• _The task_: Wherever a line of the listing holds the string "Xicoténcatl", copy that line.

• _Data for this exercise_:
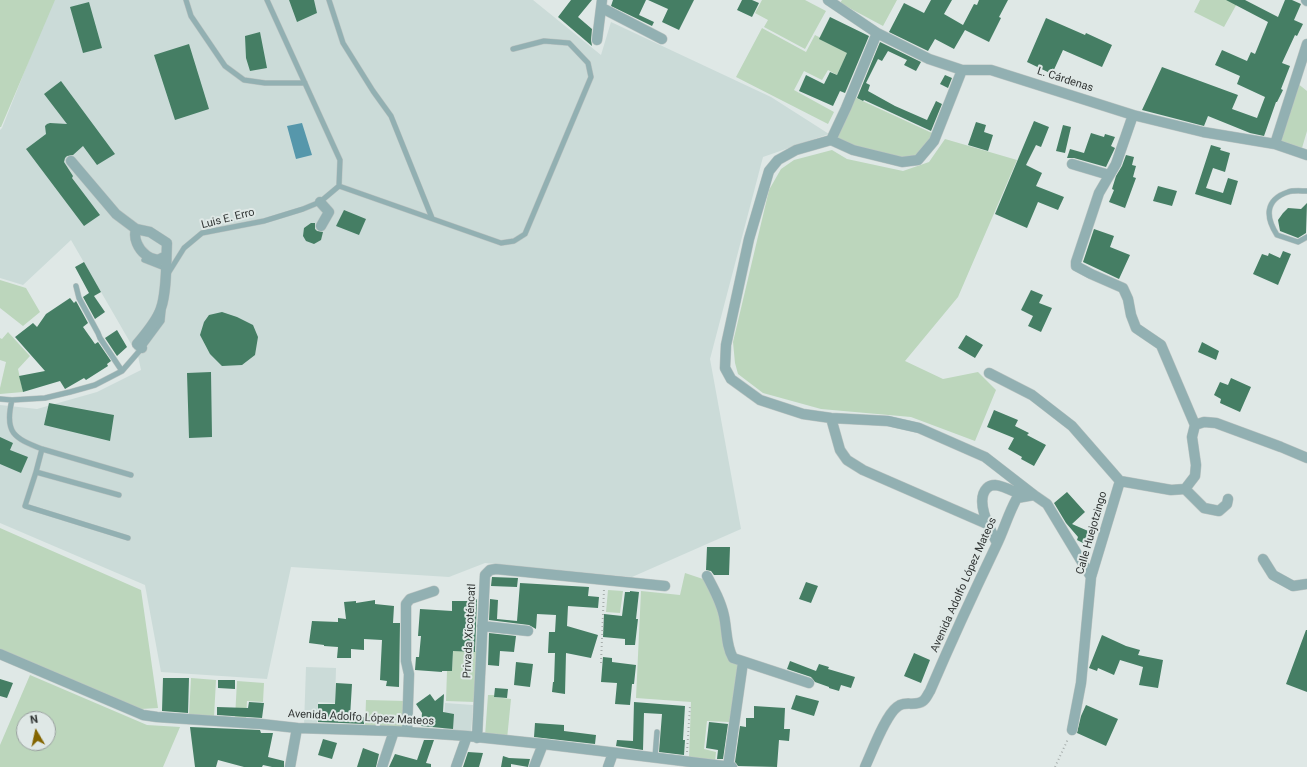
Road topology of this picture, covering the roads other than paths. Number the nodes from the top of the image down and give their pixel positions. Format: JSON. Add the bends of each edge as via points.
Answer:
{"nodes":[{"id":1,"x":186,"y":0,"type":"edge"},
{"id":2,"x":267,"y":0,"type":"edge"},
{"id":3,"x":330,"y":0,"type":"edge"},
{"id":4,"x":828,"y":0,"type":"edge"},
{"id":5,"x":602,"y":4,"type":"edge"},
{"id":6,"x":877,"y":33,"type":"junction"},
{"id":7,"x":662,"y":38,"type":"dead end"},
{"id":8,"x":597,"y":40,"type":"dead end"},
{"id":9,"x":1307,"y":45,"type":"edge"},
{"id":10,"x":513,"y":49,"type":"dead end"},
{"id":11,"x":962,"y":70,"type":"junction"},
{"id":12,"x":305,"y":83,"type":"junction"},
{"id":13,"x":1133,"y":115,"type":"junction"},
{"id":14,"x":831,"y":140,"type":"junction"},
{"id":15,"x":1275,"y":144,"type":"junction"},
{"id":16,"x":1307,"y":156,"type":"edge"},
{"id":17,"x":71,"y":161,"type":"dead end"},
{"id":18,"x":1072,"y":164,"type":"dead end"},
{"id":19,"x":1109,"y":175,"type":"junction"},
{"id":20,"x":338,"y":186,"type":"junction"},
{"id":21,"x":1307,"y":191,"type":"edge"},
{"id":22,"x":320,"y":202,"type":"junction"},
{"id":23,"x":432,"y":218,"type":"junction"},
{"id":24,"x":321,"y":226,"type":"dead end"},
{"id":25,"x":136,"y":229,"type":"junction"},
{"id":26,"x":1307,"y":238,"type":"edge"},
{"id":27,"x":166,"y":256,"type":"junction"},
{"id":28,"x":144,"y":260,"type":"dead end"},
{"id":29,"x":167,"y":269,"type":"junction"},
{"id":30,"x":76,"y":286,"type":"dead end"},
{"id":31,"x":142,"y":348,"type":"joint"},
{"id":32,"x":122,"y":371,"type":"junction"},
{"id":33,"x":990,"y":373,"type":"dead end"},
{"id":34,"x":0,"y":399,"type":"edge"},
{"id":35,"x":12,"y":400,"type":"junction"},
{"id":36,"x":831,"y":418,"type":"junction"},
{"id":37,"x":1195,"y":425,"type":"junction"},
{"id":38,"x":42,"y":449,"type":"junction"},
{"id":39,"x":1307,"y":458,"type":"edge"},
{"id":40,"x":36,"y":472,"type":"junction"},
{"id":41,"x":131,"y":475,"type":"dead end"},
{"id":42,"x":1120,"y":481,"type":"junction"},
{"id":43,"x":1185,"y":488,"type":"junction"},
{"id":44,"x":119,"y":495,"type":"dead end"},
{"id":45,"x":1029,"y":495,"type":"junction"},
{"id":46,"x":1228,"y":500,"type":"dead end"},
{"id":47,"x":987,"y":524,"type":"junction"},
{"id":48,"x":128,"y":538,"type":"dead end"},
{"id":49,"x":997,"y":544,"type":"junction"},
{"id":50,"x":1263,"y":559,"type":"dead end"},
{"id":51,"x":708,"y":576,"type":"dead end"},
{"id":52,"x":1090,"y":577,"type":"junction"},
{"id":53,"x":1307,"y":584,"type":"edge"},
{"id":54,"x":665,"y":586,"type":"dead end"},
{"id":55,"x":434,"y":591,"type":"dead end"},
{"id":56,"x":482,"y":626,"type":"junction"},
{"id":57,"x":528,"y":630,"type":"dead end"},
{"id":58,"x":0,"y":654,"type":"edge"},
{"id":59,"x":743,"y":662,"type":"junction"},
{"id":60,"x":809,"y":683,"type":"dead end"},
{"id":61,"x":297,"y":728,"type":"junction"},
{"id":62,"x":1072,"y":730,"type":"road end"},
{"id":63,"x":394,"y":731,"type":"junction"},
{"id":64,"x":407,"y":732,"type":"junction"},
{"id":65,"x":657,"y":732,"type":"dead end"},
{"id":66,"x":472,"y":737,"type":"junction"},
{"id":67,"x":543,"y":744,"type":"junction"},
{"id":68,"x":613,"y":753,"type":"junction"},
{"id":69,"x":655,"y":757,"type":"junction"},
{"id":70,"x":679,"y":763,"type":"edge"},
{"id":71,"x":728,"y":766,"type":"edge"},
{"id":72,"x":290,"y":767,"type":"edge"},
{"id":73,"x":382,"y":767,"type":"edge"},
{"id":74,"x":456,"y":767,"type":"edge"},
{"id":75,"x":534,"y":767,"type":"edge"},
{"id":76,"x":608,"y":767,"type":"edge"},
{"id":77,"x":732,"y":767,"type":"edge"},
{"id":78,"x":865,"y":767,"type":"edge"}],
"edges":[{"from":1,"to":12,"type":"lane","via":[[191,16],[225,66],[244,80]]},
{"from":2,"to":12,"type":"lane"},
{"from":3,"to":23,"type":"lane","via":[[343,43],[391,116]]},
{"from":4,"to":6,"type":"street","name":"L. Cárdenas"},
{"from":5,"to":7,"type":"street"},
{"from":5,"to":8,"type":"street"},
{"from":6,"to":11,"type":"street","name":"L. Cárdenas","via":[[929,58]]},
{"from":6,"to":14,"type":"street"},
{"from":9,"to":15,"type":"street"},
{"from":10,"to":23,"type":"lane","via":[[544,41],[569,43],[588,62],[591,76],[525,234],[514,241],[501,243]]},
{"from":11,"to":13,"type":"street","name":"L. Cárdenas","via":[[991,70]]},
{"from":11,"to":14,"type":"street","via":[[934,141],[918,160],[902,162],[853,150]]},
{"from":12,"to":20,"type":"lane","via":[[340,160]]},
{"from":13,"to":15,"type":"street","name":"L. Cárdenas","via":[[1203,132]]},
{"from":13,"to":19,"type":"street","via":[[1116,164]]},
{"from":14,"to":36,"type":"street","via":[[796,150],[778,160],[769,171],[749,239],[726,345],[725,368],[731,379],[760,400],[803,414]]},
{"from":15,"to":16,"type":"street","name":"L. Cárdenas"},
{"from":17,"to":25,"type":"street","via":[[116,214]]},
{"from":18,"to":19,"type":"street"},
{"from":19,"to":37,"type":"street","via":[[1099,193],[1076,266],[1123,288],[1136,328],[1161,344]]},
{"from":20,"to":22,"type":"lane","name":"Luis E. Erro"},
{"from":20,"to":23,"type":"lane"},
{"from":21,"to":26,"type":"lane","via":[[1288,192],[1275,199],[1269,209],[1271,225],[1277,236],[1298,242]]},
{"from":22,"to":24,"type":"street","via":[[329,212]]},
{"from":22,"to":29,"type":"lane","name":"Luis E. Erro","via":[[264,221],[202,234],[184,248]]},
{"from":25,"to":27,"type":"street","via":[[150,232],[166,243]]},
{"from":25,"to":27,"type":"street","via":[[136,244],[146,256],[158,260]]},
{"from":27,"to":29,"type":"street"},
{"from":28,"to":29,"type":"lane"},
{"from":29,"to":31,"type":"street","via":[[161,309],[137,344]]},
{"from":30,"to":32,"type":"lane","via":[[79,298],[100,338]]},
{"from":31,"to":32,"type":"lane"},
{"from":32,"to":35,"type":"lane","via":[[95,385],[70,392],[45,398]]},
{"from":33,"to":42,"type":"street","via":[[1032,395],[1072,426]]},
{"from":34,"to":35,"type":"lane"},
{"from":35,"to":38,"type":"lane","via":[[9,414],[14,434],[22,442]]},
{"from":36,"to":45,"type":"street","via":[[888,422],[919,428],[984,457]]},
{"from":36,"to":47,"type":"street","via":[[840,450],[847,460],[863,470]]},
{"from":37,"to":39,"type":"street","via":[[1204,422],[1216,423]]},
{"from":37,"to":43,"type":"street","via":[[1192,437],[1195,476]]},
{"from":38,"to":40,"type":"lane"},
{"from":38,"to":41,"type":"lane"},
{"from":40,"to":44,"type":"lane"},
{"from":40,"to":48,"type":"lane","via":[[25,506]]},
{"from":42,"to":43,"type":"street","name":"Calle Huejotzingo","via":[[1171,490]]},
{"from":42,"to":52,"type":"street","name":"Calle Huejotzingo"},
{"from":43,"to":46,"type":"street","via":[[1204,508],[1219,511]]},
{"from":45,"to":47,"type":"street","via":[[995,485],[989,486],[984,491],[982,502]]},
{"from":45,"to":49,"type":"street","name":"Avenida Adolfo López Mateos","via":[[1017,498]]},
{"from":45,"to":52,"type":"street","via":[[1047,504]]},
{"from":47,"to":49,"type":"street"},
{"from":49,"to":78,"type":"street","name":"Avenida Adolfo López Mateos","via":[[927,696],[924,701],[916,704],[904,703],[897,706],[889,715]]},
{"from":50,"to":53,"type":"street","via":[[1273,575],[1293,586]]},
{"from":51,"to":59,"type":"street","via":[[720,601],[729,652]]},
{"from":52,"to":62,"type":"street","name":"Calle Huejotzingo","via":[[1081,683]]},
{"from":54,"to":56,"type":"street","name":"Privada Xicoténcatl","via":[[490,570],[485,575]]},
{"from":55,"to":64,"type":"street","via":[[410,598],[406,604],[406,661],[410,674]]},
{"from":56,"to":57,"type":"street"},
{"from":56,"to":66,"type":"street","name":"Privada Xicoténcatl"},
{"from":58,"to":61,"type":"street","name":"Avenida Adolfo López Mateos","via":[[143,715]]},
{"from":59,"to":60,"type":"street"},
{"from":59,"to":71,"type":"street"},
{"from":61,"to":63,"type":"street","name":"Avenida Adolfo López Mateos"},
{"from":61,"to":72,"type":"street"},
{"from":63,"to":64,"type":"street","name":"Avenida Adolfo López Mateos"},
{"from":63,"to":73,"type":"street"},
{"from":64,"to":66,"type":"street","name":"Avenida Adolfo López Mateos"},
{"from":65,"to":69,"type":"lane"},
{"from":66,"to":67,"type":"street","name":"Avenida Adolfo López Mateos"},
{"from":66,"to":74,"type":"street","name":"Privada Xicoténcatl"},
{"from":67,"to":68,"type":"street","name":"Avenida Adolfo López Mateos"},
{"from":67,"to":75,"type":"street"},
{"from":68,"to":69,"type":"street","name":"Avenida Adolfo López Mateos"},
{"from":68,"to":76,"type":"street"},
{"from":69,"to":70,"type":"street","name":"Avenida Adolfo López Mateos"},
{"from":70,"to":71,"type":"street","name":"Avenida Adolfo López Mateos"},
{"from":71,"to":77,"type":"street","name":"Avenida Adolfo López Mateos"}]}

• _Result for this exercise_:
{"from":54,"to":56,"type":"street","name":"Privada Xicoténcatl","via":[[490,570],[485,575]]},
{"from":56,"to":66,"type":"street","name":"Privada Xicoténcatl"},
{"from":66,"to":74,"type":"street","name":"Privada Xicoténcatl"},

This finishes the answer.